The product team is currently working on ARRv1 RTW and online help, in addition to the walkthroughs, will be part of this release effort.

That said, it has come to my attention that the "minimum servers" (available on Health Test page) has not been documented very well. (More info on ARR is here.  You can also download x86 ARR here and x64 ARR here.) 

As you know, one of the goals of ARR is to provide high availability among application servers.  ARR achieves this by 1) monitoring the health of the application servers and 2) forwarding requests only to the healthy servers.  Sounds simple enough, but it is actually a bit more complicated than that.  Let's suppose that you have 10 application servers in a server farm where ARR is responsible for load balancing the requests.  Given your traffic load, let's also suppose that you need at least 5 healthy servers at any given time in order to sufficiently handle the normal amount of traffic.

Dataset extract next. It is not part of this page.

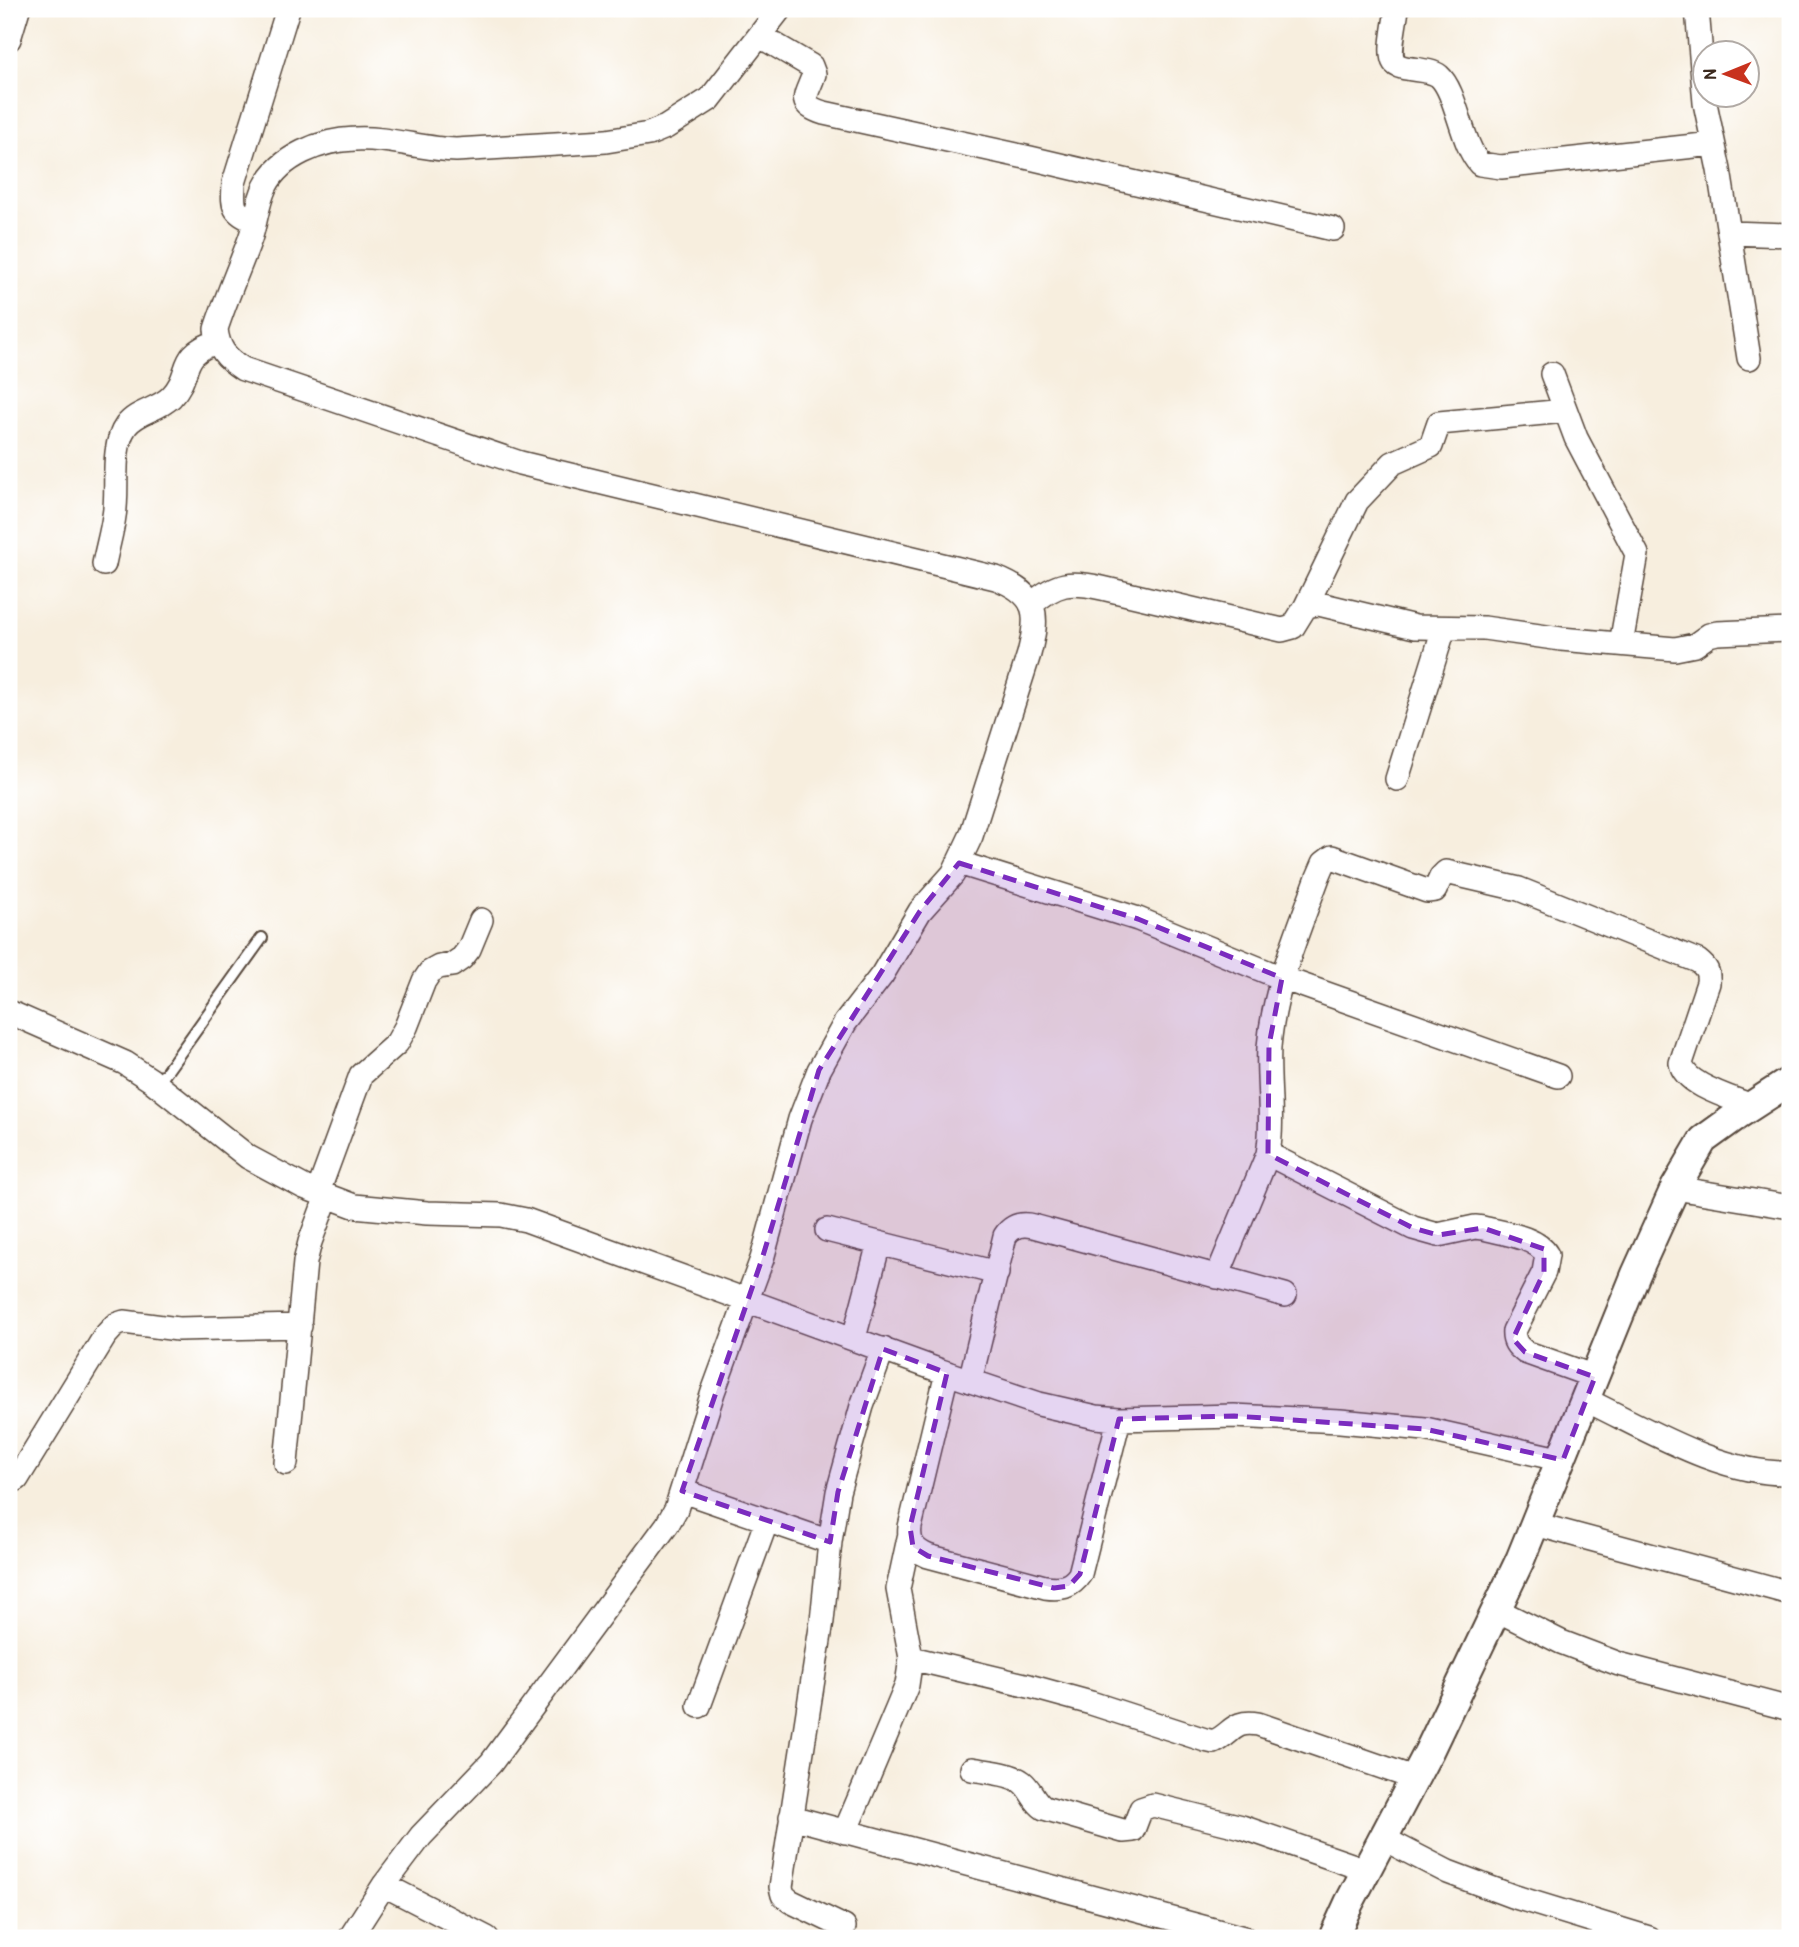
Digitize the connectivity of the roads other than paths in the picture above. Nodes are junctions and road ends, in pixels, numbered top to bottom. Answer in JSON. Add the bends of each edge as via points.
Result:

In a such environment, if 2 of the servers become unhealthy, there is no real impact on your environment because you still have 8 healthy servers that can handle the traffic.  However, what happens if you have less than 5 healthy servers, say only 3 servers are healthy?  What is the desired behavior?  Given that you need at minimum 5 healthy servers to service the normal amount of traffic, having only 3 healthy servers isn't sufficient.  I am over simplifying the problem but largely, there are one of the two outcomes:

  1. Honor the health of application servers and send all requests to 3 healthy servers.  In this case, you are overloading the 3 remaining healthy servers and most, if not all, of your end users will have bad experiences.  Also, depending on the resiliency of the application servers, the experience may get even worse over time.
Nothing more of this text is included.